Los inmensos recursos intelectuales, culturales y económicos del continente continuarán dando fruto si siguen siendo fecundados por la visión trascendente de la persona humana, que constituye el tesoro más valioso de la herencia europea. Esta tradición humanista, en la que se reconocen muchas familias a veces con maneras de pensar muy diferentes, hace a Europa capaz de afrontar los desafíos del futuro y de responder a las expectativas de la población. Principalmente se trata de la búsqueda del justo y delicado equilibrio entre la eficiencia económica y las exigencias sociales, de la salvaguardia del medio ambiente y, sobre todo, de la indispensable y necesaria defensa de la vida humana desde su concepción hasta la muerte natural y de la familia basada en el matrimonio entre un hombre y una mujer. Europa sólo será realmente ella misma si sabe conservar la originalidad que ha constituido su grandeza y que puede convertirla, en el futuro, en uno de los protagonistas principales en la promoción del desarrollo integral de las personas, que la Iglesia católica considera el único camino para poner remedio a los desequilibrios presentes en nuestro mundo.

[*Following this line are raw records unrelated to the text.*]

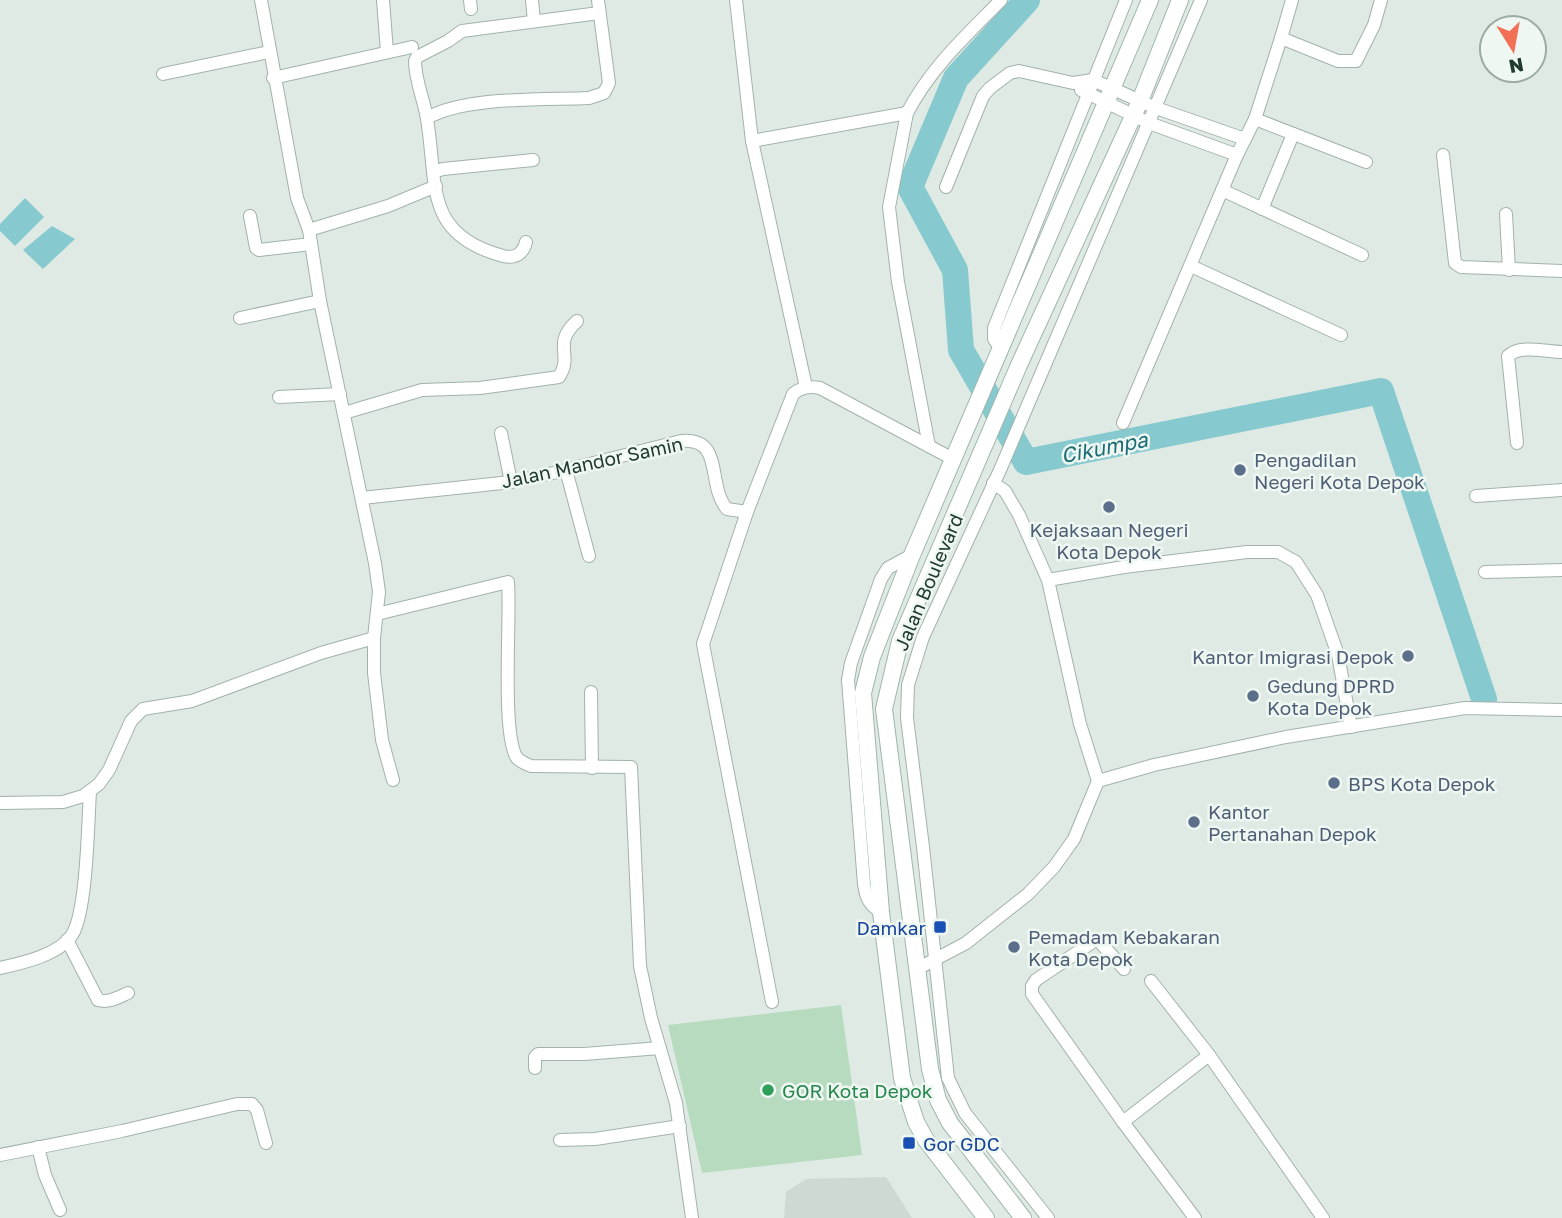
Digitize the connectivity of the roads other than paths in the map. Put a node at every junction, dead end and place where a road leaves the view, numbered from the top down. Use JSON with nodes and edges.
{"nodes":[{"id":1,"x":261,"y":0,"type":"edge"},
{"id":2,"x":383,"y":0,"type":"edge"},
{"id":3,"x":532,"y":0,"type":"edge"},
{"id":4,"x":1001,"y":0,"type":"edge"},
{"id":5,"x":1126,"y":0,"type":"edge"},
{"id":6,"x":1150,"y":0,"type":"edge"},
{"id":7,"x":1180,"y":0,"type":"edge"},
{"id":8,"x":1201,"y":0,"type":"edge"},
{"id":9,"x":1292,"y":0,"type":"edge"},
{"id":10,"x":1381,"y":0,"type":"edge"},
{"id":11,"x":740,"y":1,"type":"edge"},
{"id":12,"x":599,"y":6,"type":"edge"},
{"id":13,"x":534,"y":21,"type":"junction"},
{"id":14,"x":1281,"y":38,"type":"junction"},
{"id":15,"x":412,"y":47,"type":"dead end"},
{"id":16,"x":270,"y":52,"type":"junction"},
{"id":17,"x":387,"y":52,"type":"junction"},
{"id":18,"x":163,"y":74,"type":"dead end"},
{"id":19,"x":274,"y":78,"type":"junction"},
{"id":20,"x":1093,"y":80,"type":"junction"},
{"id":21,"x":1073,"y":83,"type":"junction"},
{"id":22,"x":1087,"y":94,"type":"junction"},
{"id":23,"x":1111,"y":95,"type":"junction"},
{"id":24,"x":1137,"y":108,"type":"junction"},
{"id":25,"x":1156,"y":108,"type":"junction"},
{"id":26,"x":907,"y":113,"type":"junction"},
{"id":27,"x":427,"y":118,"type":"junction"},
{"id":28,"x":1255,"y":119,"type":"junction"},
{"id":29,"x":1149,"y":123,"type":"junction"},
{"id":30,"x":1198,"y":123,"type":"junction"},
{"id":31,"x":1293,"y":134,"type":"junction"},
{"id":32,"x":1192,"y":139,"type":"junction"},
{"id":33,"x":1245,"y":139,"type":"junction"},
{"id":34,"x":752,"y":141,"type":"junction"},
{"id":35,"x":1237,"y":155,"type":"junction"},
{"id":36,"x":1443,"y":155,"type":"dead end"},
{"id":37,"x":533,"y":160,"type":"dead end"},
{"id":38,"x":1366,"y":162,"type":"dead end"},
{"id":39,"x":434,"y":179,"type":"junction"},
{"id":40,"x":946,"y":187,"type":"dead end"},
{"id":41,"x":1222,"y":190,"type":"junction"},
{"id":42,"x":1262,"y":209,"type":"junction"},
{"id":43,"x":1506,"y":214,"type":"dead end"},
{"id":44,"x":250,"y":216,"type":"dead end"},
{"id":45,"x":309,"y":230,"type":"junction"},
{"id":46,"x":526,"y":242,"type":"dead end"},
{"id":47,"x":311,"y":244,"type":"junction"},
{"id":48,"x":1362,"y":255,"type":"dead end"},
{"id":49,"x":1191,"y":266,"type":"junction"},
{"id":50,"x":1509,"y":270,"type":"junction"},
{"id":51,"x":1562,"y":271,"type":"edge"},
{"id":52,"x":320,"y":302,"type":"junction"},
{"id":53,"x":240,"y":318,"type":"dead end"},
{"id":54,"x":577,"y":321,"type":"dead end"},
{"id":55,"x":1341,"y":335,"type":"dead end"},
{"id":56,"x":1562,"y":352,"type":"edge"},
{"id":57,"x":999,"y":353,"type":"junction"},
{"id":58,"x":1019,"y":365,"type":"junction"},
{"id":59,"x":806,"y":387,"type":"junction"},
{"id":60,"x":340,"y":394,"type":"junction"},
{"id":61,"x":279,"y":397,"type":"dead end"},
{"id":62,"x":344,"y":413,"type":"junction"},
{"id":63,"x":1123,"y":423,"type":"dead end"},
{"id":64,"x":501,"y":433,"type":"dead end"},
{"id":65,"x":1517,"y":443,"type":"dead end"},
{"id":66,"x":929,"y":446,"type":"junction"},
{"id":67,"x":953,"y":458,"type":"junction"},
{"id":68,"x":566,"y":470,"type":"junction"},
{"id":69,"x":511,"y":482,"type":"junction"},
{"id":70,"x":993,"y":484,"type":"junction"},
{"id":71,"x":1562,"y":490,"type":"edge"},
{"id":72,"x":1476,"y":496,"type":"dead end"},
{"id":73,"x":362,"y":498,"type":"junction"},
{"id":74,"x":747,"y":512,"type":"junction"},
{"id":75,"x":589,"y":555,"type":"dead end"},
{"id":76,"x":1562,"y":570,"type":"edge"},
{"id":77,"x":1485,"y":572,"type":"dead end"},
{"id":78,"x":1048,"y":580,"type":"junction"},
{"id":79,"x":377,"y":614,"type":"junction"},
{"id":80,"x":374,"y":638,"type":"junction"},
{"id":81,"x":591,"y":692,"type":"dead end"},
{"id":82,"x":1562,"y":710,"type":"edge"},
{"id":83,"x":1351,"y":727,"type":"junction"},
{"id":84,"x":592,"y":768,"type":"junction"},
{"id":85,"x":393,"y":780,"type":"dead end"},
{"id":86,"x":1098,"y":781,"type":"junction"},
{"id":87,"x":90,"y":791,"type":"junction"},
{"id":88,"x":0,"y":803,"type":"edge"},
{"id":89,"x":67,"y":940,"type":"junction"},
{"id":90,"x":935,"y":959,"type":"junction"},
{"id":91,"x":0,"y":968,"type":"edge"},
{"id":92,"x":916,"y":969,"type":"junction"},
{"id":93,"x":1124,"y":969,"type":"dead end"},
{"id":94,"x":1151,"y":981,"type":"dead end"},
{"id":95,"x":128,"y":993,"type":"dead end"},
{"id":96,"x":772,"y":1002,"type":"dead end"},
{"id":97,"x":921,"y":1004,"type":"junction"},
{"id":98,"x":893,"y":1012,"type":"junction"},
{"id":99,"x":660,"y":1048,"type":"junction"},
{"id":100,"x":1209,"y":1055,"type":"junction"},
{"id":101,"x":535,"y":1068,"type":"dead end"},
{"id":102,"x":1123,"y":1122,"type":"junction"},
{"id":103,"x":680,"y":1126,"type":"junction"},
{"id":104,"x":560,"y":1140,"type":"dead end"},
{"id":105,"x":266,"y":1143,"type":"dead end"},
{"id":106,"x":38,"y":1147,"type":"junction"},
{"id":107,"x":0,"y":1154,"type":"edge"},
{"id":108,"x":60,"y":1210,"type":"dead end"},
{"id":109,"x":1321,"y":1214,"type":"edge"},
{"id":110,"x":692,"y":1218,"type":"edge"},
{"id":111,"x":986,"y":1218,"type":"edge"},
{"id":112,"x":1023,"y":1218,"type":"edge"},
{"id":113,"x":1048,"y":1218,"type":"edge"},
{"id":114,"x":1195,"y":1218,"type":"edge"},
{"id":115,"x":1307,"y":1218,"type":"edge"}],
"edges":[{"from":1,"to":16,"type":"street"},
{"from":2,"to":17,"type":"street"},
{"from":3,"to":13,"type":"street"},
{"from":4,"to":26,"type":"street"},
{"from":5,"to":20,"type":"street"},
{"from":6,"to":23,"type":"main road","name":"Jalan Boulevard"},
{"from":7,"to":24,"type":"main road","name":"Jalan Boulevard"},
{"from":8,"to":25,"type":"street"},
{"from":9,"to":14,"type":"street"},
{"from":10,"to":14,"type":"street"},
{"from":11,"to":34,"type":"street"},
{"from":12,"to":13,"type":"street"},
{"from":12,"to":27,"type":"street"},
{"from":13,"to":27,"type":"street"},
{"from":14,"to":28,"type":"street"},
{"from":15,"to":17,"type":"street"},
{"from":16,"to":18,"type":"street"},
{"from":16,"to":19,"type":"street"},
{"from":17,"to":19,"type":"street"},
{"from":19,"to":45,"type":"street"},
{"from":20,"to":21,"type":"street"},
{"from":20,"to":22,"type":"street"},
{"from":20,"to":23,"type":"street"},
{"from":21,"to":22,"type":"street"},
{"from":21,"to":40,"type":"street"},
{"from":22,"to":23,"type":"street"},
{"from":22,"to":57,"type":"street"},
{"from":23,"to":24,"type":"street"},
{"from":23,"to":57,"type":"main road","name":"Jalan Boulevard"},
{"from":24,"to":25,"type":"street"},
{"from":24,"to":29,"type":"street"},
{"from":24,"to":58,"type":"main road","name":"Jalan Boulevard"},
{"from":25,"to":29,"type":"street"},
{"from":25,"to":30,"type":"street"},
{"from":26,"to":34,"type":"street"},
{"from":26,"to":66,"type":"street"},
{"from":27,"to":39,"type":"street"},
{"from":28,"to":31,"type":"street"},
{"from":28,"to":33,"type":"street"},
{"from":29,"to":32,"type":"street"},
{"from":29,"to":70,"type":"street"},
{"from":30,"to":32,"type":"street"},
{"from":30,"to":33,"type":"street"},
{"from":31,"to":38,"type":"street"},
{"from":31,"to":42,"type":"street"},
{"from":32,"to":35,"type":"street"},
{"from":33,"to":35,"type":"street"},
{"from":34,"to":59,"type":"street"},
{"from":35,"to":41,"type":"street"},
{"from":36,"to":50,"type":"street"},
{"from":37,"to":39,"type":"street"},
{"from":39,"to":45,"type":"street"},
{"from":39,"to":46,"type":"street"},
{"from":41,"to":42,"type":"street"},
{"from":41,"to":49,"type":"street"},
{"from":42,"to":48,"type":"street"},
{"from":43,"to":50,"type":"street"},
{"from":44,"to":47,"type":"street"},
{"from":45,"to":47,"type":"street"},
{"from":47,"to":52,"type":"street"},
{"from":49,"to":55,"type":"street"},
{"from":49,"to":63,"type":"street"},
{"from":50,"to":51,"type":"street"},
{"from":52,"to":53,"type":"street"},
{"from":52,"to":60,"type":"street"},
{"from":54,"to":62,"type":"street"},
{"from":56,"to":65,"type":"street"},
{"from":57,"to":58,"type":"main road"},
{"from":57,"to":67,"type":"main road","name":"Jalan Boulevard"},
{"from":58,"to":92,"type":"main road","name":"Jalan Boulevard"},
{"from":59,"to":66,"type":"street"},
{"from":59,"to":74,"type":"street"},
{"from":60,"to":61,"type":"street"},
{"from":60,"to":62,"type":"street"},
{"from":62,"to":73,"type":"street"},
{"from":64,"to":69,"type":"street"},
{"from":66,"to":67,"type":"street"},
{"from":67,"to":98,"type":"main road","name":"Jalan Boulevard"},
{"from":68,"to":69,"type":"street","name":"Jalan Mandor Samin"},
{"from":68,"to":74,"type":"street","name":"Jalan Mandor Samin"},
{"from":68,"to":75,"type":"street"},
{"from":69,"to":73,"type":"street","name":"Jalan Mandor Samin"},
{"from":70,"to":78,"type":"street"},
{"from":70,"to":90,"type":"street"},
{"from":71,"to":72,"type":"street"},
{"from":73,"to":79,"type":"street"},
{"from":74,"to":96,"type":"street"},
{"from":76,"to":77,"type":"street"},
{"from":78,"to":83,"type":"street"},
{"from":78,"to":86,"type":"street"},
{"from":79,"to":80,"type":"street"},
{"from":79,"to":84,"type":"street"},
{"from":80,"to":85,"type":"street"},
{"from":80,"to":87,"type":"street"},
{"from":81,"to":84,"type":"street"},
{"from":82,"to":83,"type":"street"},
{"from":83,"to":86,"type":"street"},
{"from":84,"to":99,"type":"street"},
{"from":86,"to":90,"type":"street"},
{"from":87,"to":88,"type":"street"},
{"from":87,"to":89,"type":"street"},
{"from":89,"to":91,"type":"street"},
{"from":89,"to":95,"type":"street"},
{"from":90,"to":92,"type":"street"},
{"from":90,"to":113,"type":"street"},
{"from":92,"to":97,"type":"main road","name":"Jalan Boulevard"},
{"from":93,"to":102,"type":"street"},
{"from":94,"to":100,"type":"street"},
{"from":97,"to":98,"type":"main road"},
{"from":97,"to":112,"type":"main road","name":"Jalan Boulevard"},
{"from":98,"to":111,"type":"main road","name":"Jalan Boulevard"},
{"from":99,"to":101,"type":"street"},
{"from":99,"to":103,"type":"street"},
{"from":100,"to":102,"type":"street"},
{"from":100,"to":109,"type":"street"},
{"from":102,"to":114,"type":"street"},
{"from":103,"to":104,"type":"street"},
{"from":103,"to":110,"type":"street"},
{"from":105,"to":106,"type":"street"},
{"from":106,"to":107,"type":"street"},
{"from":106,"to":108,"type":"street"},
{"from":109,"to":115,"type":"street"}]}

Por todas estas razones, señor embajador, la Santa Sede sigue con respeto y gran atención la actividad de las instituciones europeas, deseando que éstas, con su trabajo y su creatividad, honren a Europa, que más que un continente es una “casa espiritual” (cf. Discurso a las autoridades civiles y al Cuerpo diplomático, Praga, 26 de septiembre de 2009). La Iglesia desea “acompañar” la construcción de la Unión Europea, por eso se permite recordarle cuáles son los valores fundadores y constitutivos de la sociedad europea, a fin de que sean promovidos para el bien de todos.
Al comienzo de su misión ante la Santa Sede, quiero expresar nuevamente mi satisfacción por las excelentes relaciones que mantienen las Comunidades Europeas y la Santa Sede; y le deseo lo mejor, señor embajador, en el cumplimiento de su noble tarea. Puede estar seguro de que encontrará en mis colaboradores la acogida y la comprensión que necesite.
Invoco de todo corazón la abundancia de las bendiciones divinas sobre usted, excelencia, sobre su familia y sobre sus colaboradores.